Si l’intendant parvient à obtenir les résultats escomptés avec les produits actuellement autorisés, il est conscient que la future interdiction des produits phytopharmaceutiques en 2025 pourrait changer la donne. « Pour l’instant on est entre deux eaux. Nous avons encore des produits qui fonctionnent, mais moins qu’avant. Nous avons un manque de molécule. Les produits biologiques de substitution ne donnent pas entière satisfaction », précise-t-il. Prospectif, le greenkeeper n’a pas attendu l’horizon 2025 pour essayer des alternatives. « Nous testons des bactéries et des Trichoderma en biocontrôle, des algues en biostimulation mais ces produits sont plutôt utiles en préventif », détaille-t-il. « Je connais des jeunes qui sont allés dans le Zéro Phyto, ils n’en sont pas revenus », conclut le greenkeeper avec un sourire.
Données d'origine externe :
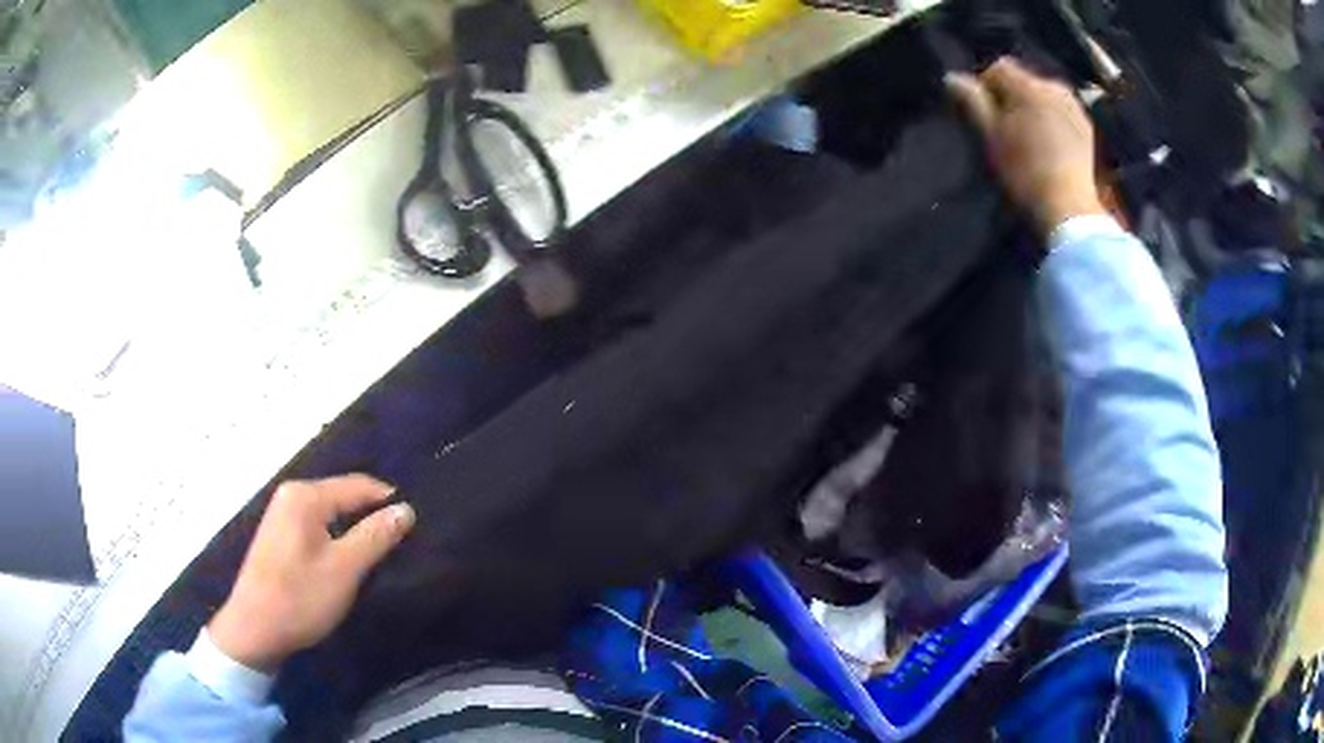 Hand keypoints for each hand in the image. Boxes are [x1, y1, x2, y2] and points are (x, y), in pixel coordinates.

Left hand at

Yannick Viola n’a pas non plus attendu des directives pour prendre en considération la biodiversité au sein de son complexe golfique. « Depuis 15 ans je ne fais qu’une fauche par an sur les roughs. Sur le parcours, je dois avoir une centaine de faisans naturels et des couvées tous les ans », affirme-t-il. Il y avait aussi beaucoup de lapins et de sangliers, qui lui posaient pas mal de problèmes sur le parcours. Pour résoudre cela, ils ont employé les grands moyens : l’installation d’un cloture rigide de 7 km sur le pourtour du golf. Le golf du Médoc est d’ailleurs en plein audit pour obtenir le label « Golf pour la Biodiversité » de la FFG au niveau Bronze. Les résultats sont attendus pour octobre. Car si au Médoc le jeu compte, la biodiversité aussi.